Excess mortality by specific causes of deaths in the city of São Paulo, Brazil, during the COVID-19 pandemic

Differences in mortality of cancer patients with COVID-19 in a Brazilian cancer center

O primeiro artigo abordou o excesso de óbitos durante a pandemia de Covid-19 no ano de 2020, comparado ao ano de 2019 na cidade de São Paulo. Decorrente da letalidade da doença, o grande número de óbitos também reflete a sobrecarga dos serviços de saúde com a consequente pior evolução de pacientes com doenças crônicas, como o câncer. 

Segundo Gisele, “como há poucos estudos sobre o tema no Brasil, investigar o efeito da Covid-19 no aumento de mortalidade poderá elucidar o impacto desta doença nas causas de óbito, assim como conhecer o perfil de óbitos permitirá traçar estratégias de redução de mortalidade na população de risco”.

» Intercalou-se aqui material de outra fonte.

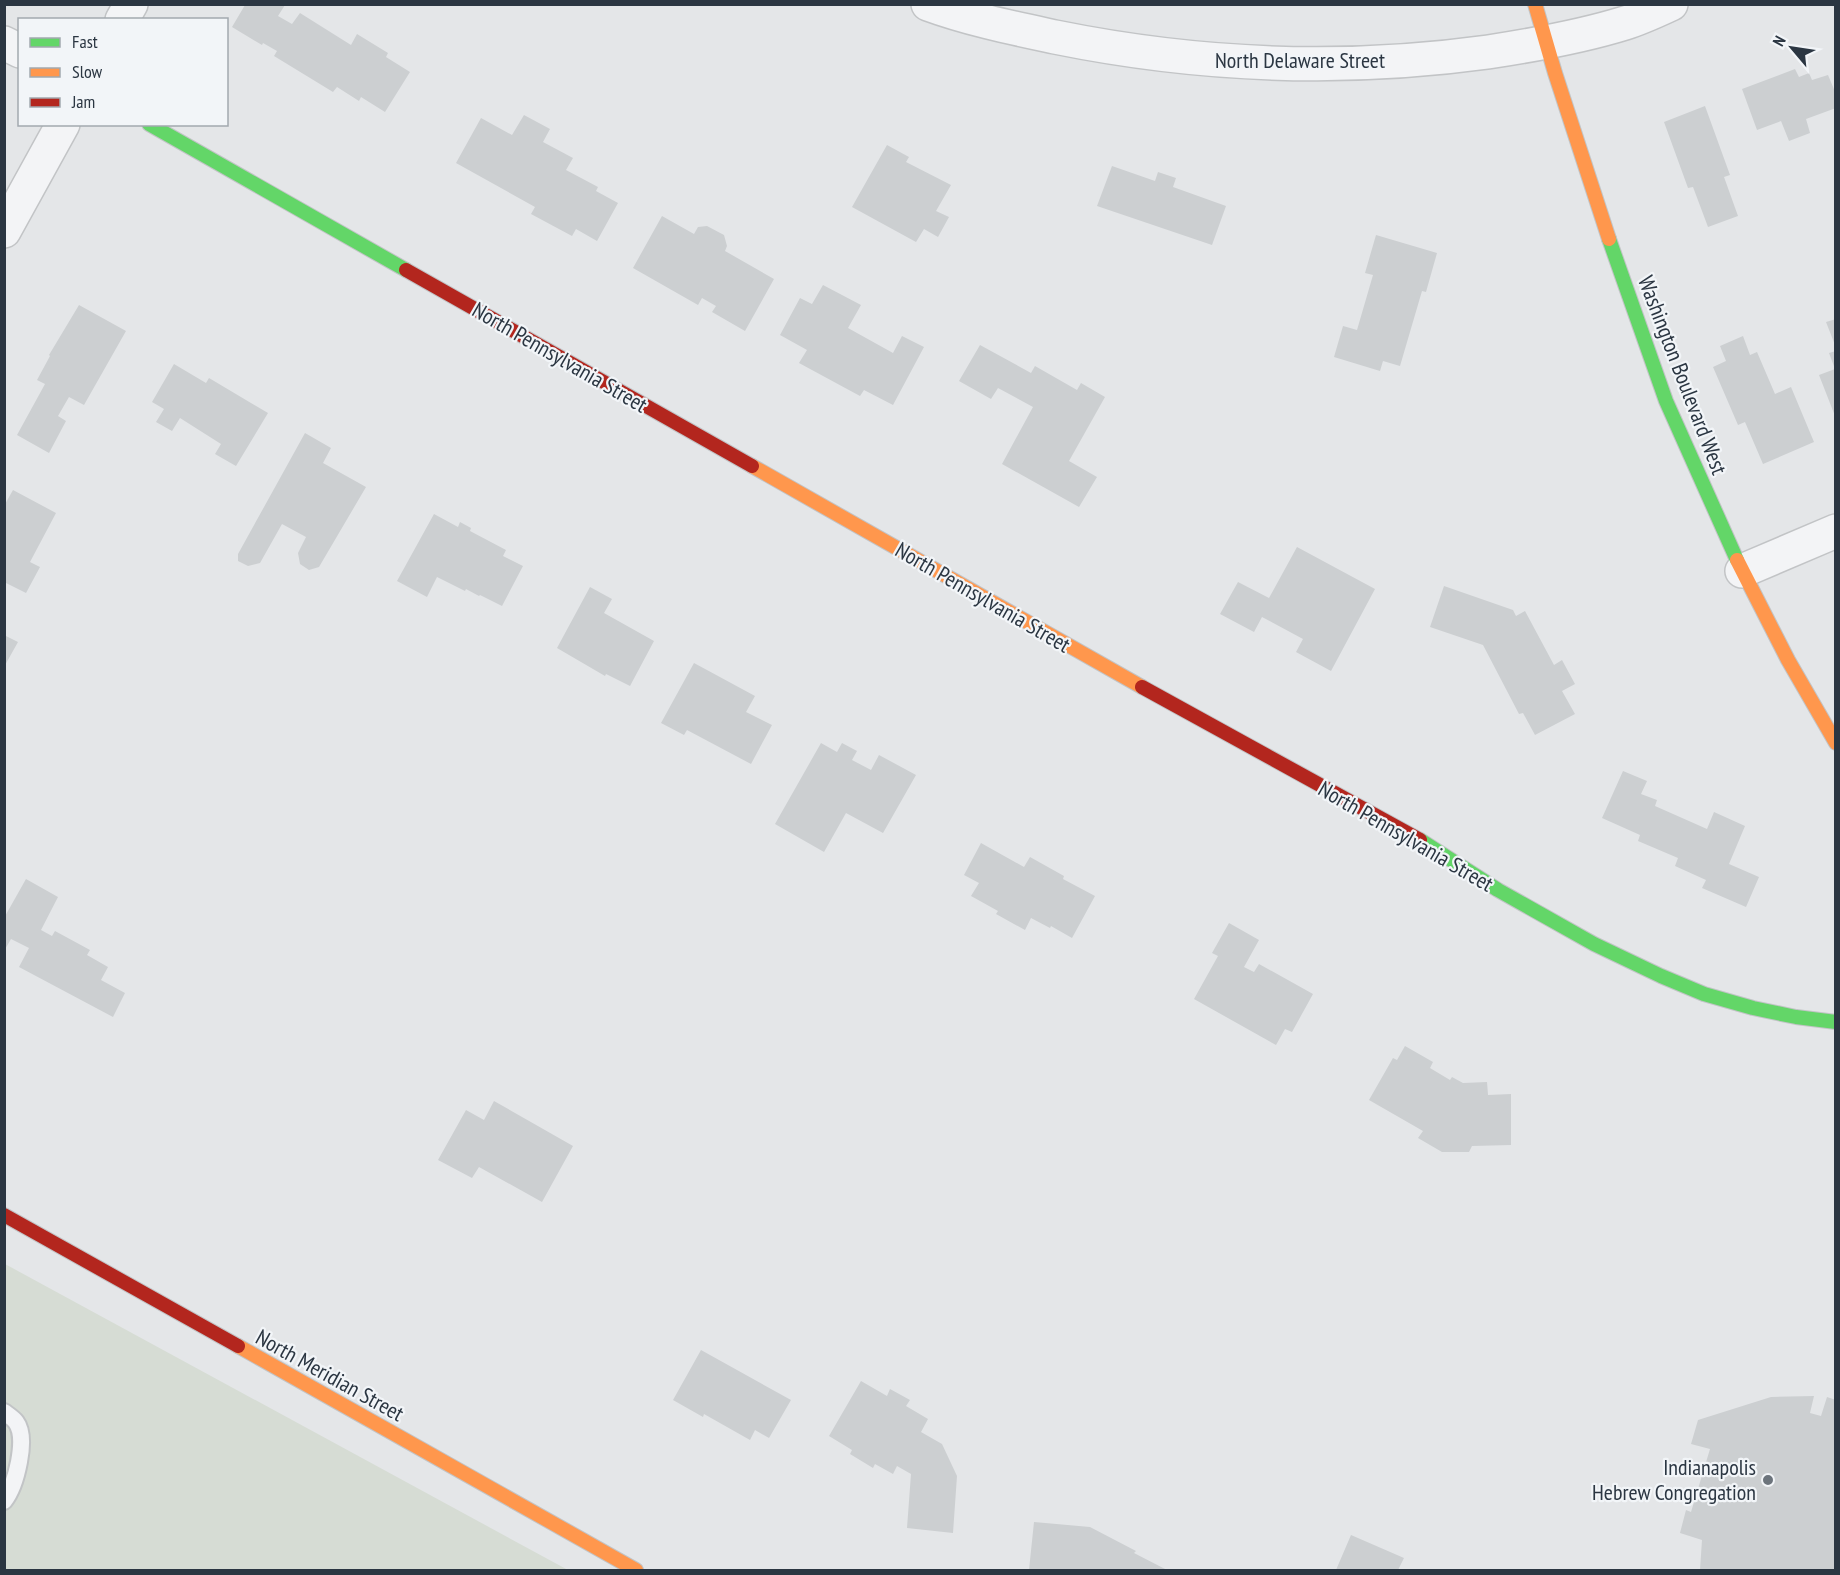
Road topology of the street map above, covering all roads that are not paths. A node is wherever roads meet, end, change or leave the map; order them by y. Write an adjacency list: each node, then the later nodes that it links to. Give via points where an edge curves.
1 (130, 4): 5 (street)
2 (928, 4): 7 (street, North Delaware Street, via 1089,44 1181,58 1272,64 1364,64)
3 (1535, 4): 7 (street, Washington Boulevard West)
4 (1671, 4): 7 (street, North Delaware Street, via 1626,22)
5 (123, 18)
6 (4, 43): 8 (street)
7 (1545, 43): 13 (street, Washington Boulevard West, via 1666,401)
8 (18, 50)
9 (62, 126): 11 (street)
10 (152, 126): 15 (street, North Pennsylvania Street, via 1150,692 1427,844 1594,944 1713,996 1753,1008)
11 (4, 231)
12 (1836, 531): 13 (street)
13 (1742, 571): 14 (street, Washington Boulevard West)
14 (1836, 743)
15 (1836, 1022)
16 (4, 1215): 19 (street, North Meridian Street)
17 (4, 1412): 18 (lane, via 17,1422 21,1442 17,1473)
18 (4, 1501)
19 (636, 1570)

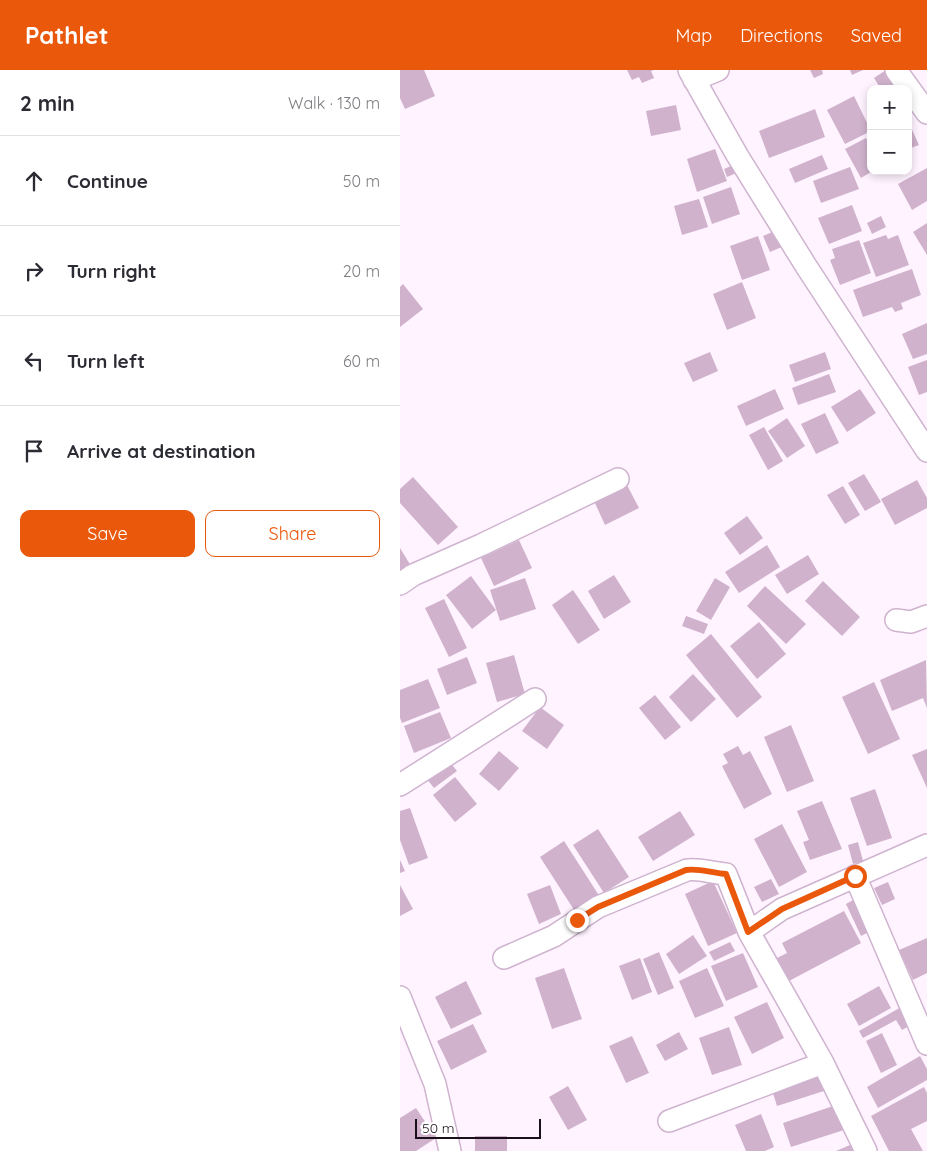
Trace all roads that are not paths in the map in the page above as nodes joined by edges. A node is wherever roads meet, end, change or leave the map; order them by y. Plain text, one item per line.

Após analisar dados populacionais e de mortalidade extraídos do DATASUS, o estudo concluiu que no município de São Paulo, o excesso de óbitos no primeiro semestre de 2020 foi de 24,99%. Desses, 94,4% tiveram como causa básica a Covid-19. Para ambos os sexos, houve aumento na mortalidade geral (30% para homens e 20% para mulheres). A mortalidade por Sars-Cov-2 foi o dobro para os homens em relação às mulheres.

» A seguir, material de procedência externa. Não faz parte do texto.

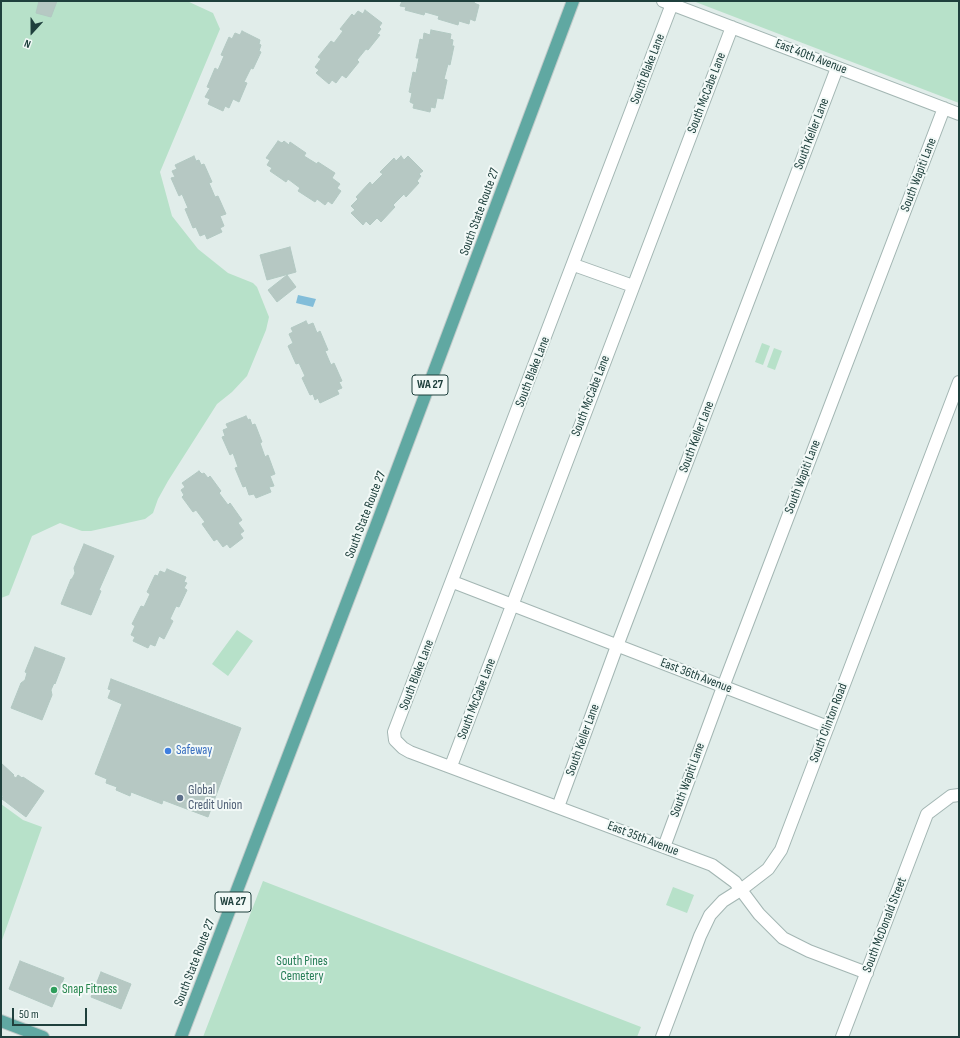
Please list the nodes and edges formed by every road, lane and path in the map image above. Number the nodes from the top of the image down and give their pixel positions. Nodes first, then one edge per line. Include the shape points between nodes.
1 (573, 1) edge
2 (668, 3) edge
3 (732, 27) junction
4 (837, 68) junction
5 (944, 108) junction
6 (959, 114) edge
7 (574, 265) junction
8 (633, 286) junction
9 (959, 382) edge
10 (453, 582) junction
11 (512, 604) junction
12 (617, 646) junction
13 (723, 687) junction
14 (828, 727) junction
15 (396, 740) joint
16 (451, 766) junction
17 (959, 795) edge
18 (558, 807) junction
19 (664, 847) junction
20 (742, 889) junction
21 (867, 973) junction
22 (1, 1021) edge
23 (42, 1037) edge
24 (181, 1037) edge
25 (662, 1037) edge
26 (842, 1037) edge

1 - 24 main road, South State Route 27 / WA 27 via 376,529
2 - 3 street, East 40th Avenue
2 - 7 street, South Blake Lane
3 - 4 street, East 40th Avenue
3 - 8 street, South McCabe Lane
4 - 5 street, East 40th Avenue
4 - 12 street, South Keller Lane
5 - 6 street, East 40th Avenue
5 - 13 street, South Wapiti Lane
7 - 8 street
7 - 10 street, South Blake Lane
8 - 11 street, South McCabe Lane
9 - 14 street, South Clinton Road
10 - 11 street, East 36th Avenue
10 - 15 street, South Blake Lane via 394,732
11 - 12 street, East 36th Avenue
11 - 16 street, South McCabe Lane
12 - 13 street, East 36th Avenue
12 - 18 street, South Keller Lane
13 - 14 street, East 36th Avenue
13 - 19 street, South Wapiti Lane
14 - 20 street, South Clinton Road via 781,850 768,869
15 - 16 street, East 35th Avenue via 410,752
16 - 18 street, East 35th Avenue
17 - 21 street, South McDonald Street via 951,796 927,814
18 - 19 street, East 35th Avenue
19 - 20 street, East 35th Avenue via 712,865
20 - 21 street, East 35th Avenue via 759,914 782,938
20 - 25 street, South Clinton Road via 723,900 710,915
21 - 26 street, South McDonald Street
22 - 23 main road

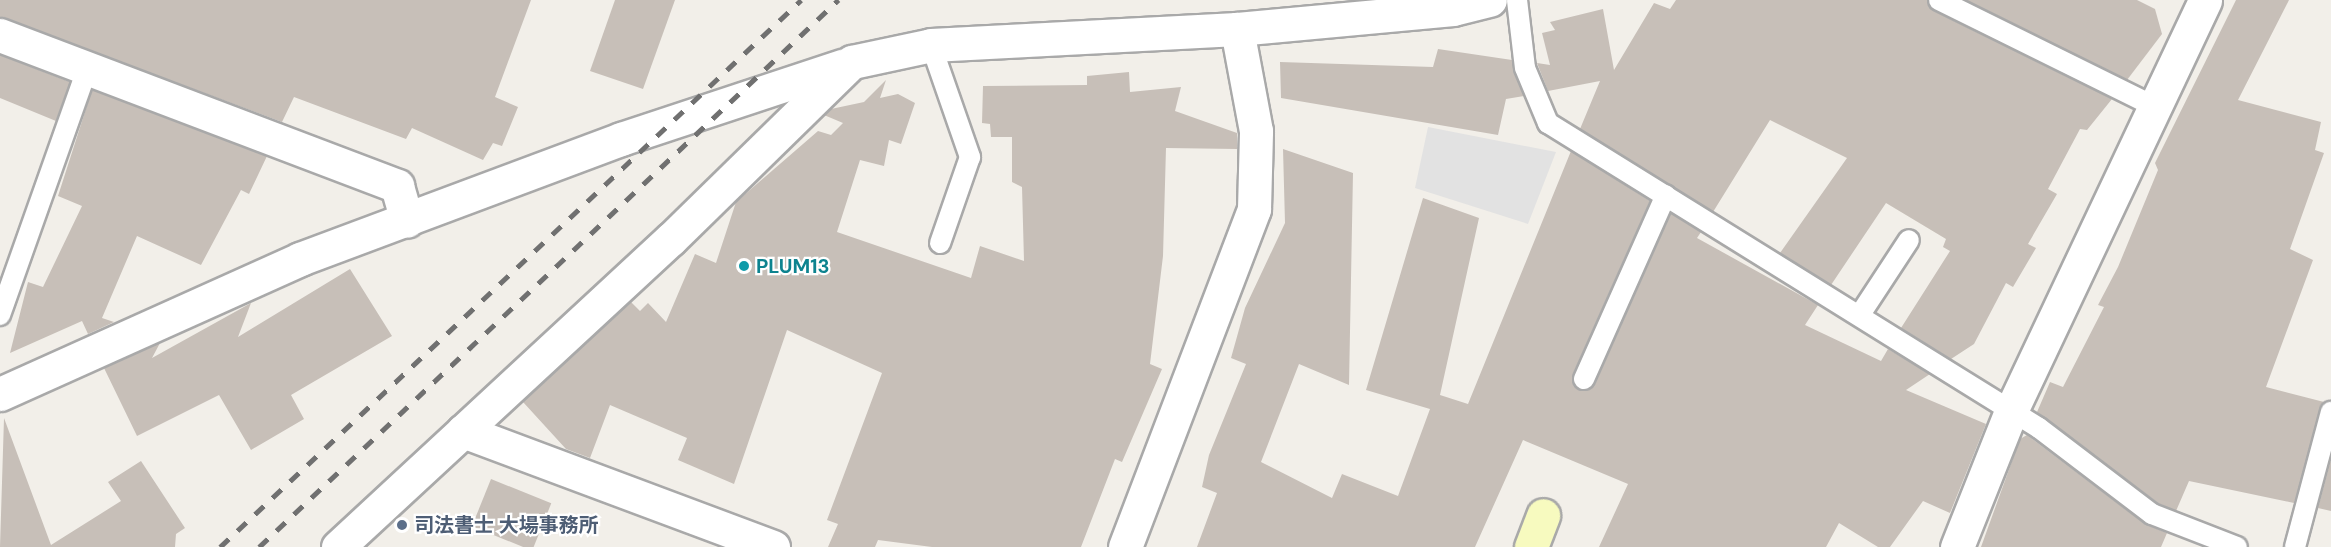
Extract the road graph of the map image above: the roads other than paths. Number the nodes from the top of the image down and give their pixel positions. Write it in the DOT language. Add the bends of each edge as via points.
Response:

“Com estes dados, podemos concluir que é provável que uma parte das mortes classificadas como Covid-19 também possa ter um diagnóstico de câncer e doenças cardiovasculares listado no atestado de óbito, e isso pode ser responsável pela aparente diminuição da mortalidade por câncer, por exemplo”, explica Gisele.

Por isso, é importante que pessoas com comorbidades associadas ao risco de morte pela novo coronavírus busquem ações preventivas e adequações contínuas no tratamento, já que as incertezas sobre a Covid-19 permanecem.

Estudo com pacientes do A.C.Camargo

O estudo Differences in mortality of cancer patients with COVID-19 in a Brazilian cancer center considerou dados apenas de pacientes do A.C.Camargo, a fim de contribuir para delinear o perfil do paciente brasileiro em um dos maiores centros de tratamento do país e, assim, fundamentar políticas de saúde adaptadas à realidade brasileira.

O estudo considerou 411 pacientes com em tratamento oncológico e com Covid-19 e apresentou uma taxa de letalidade de 12,4%. Não houve diferença da mortalidade em relação ao sexo ou tipo de seguro e na sobrevida global dos pacientes.

“Concluímos que os pacientes com câncer não são afetados igualmente pelo novo coronavírus. É preciso realizar mais estudos detalhados para compreender o mecanismo da Covid-19 na mortalidade de pacientes oncológicos, a fim de desenhar estratégias diferenciadas que poderão ajudar a reduzir as chances de morte e não haver interrupção dos tratamentos”, finaliza Gisele.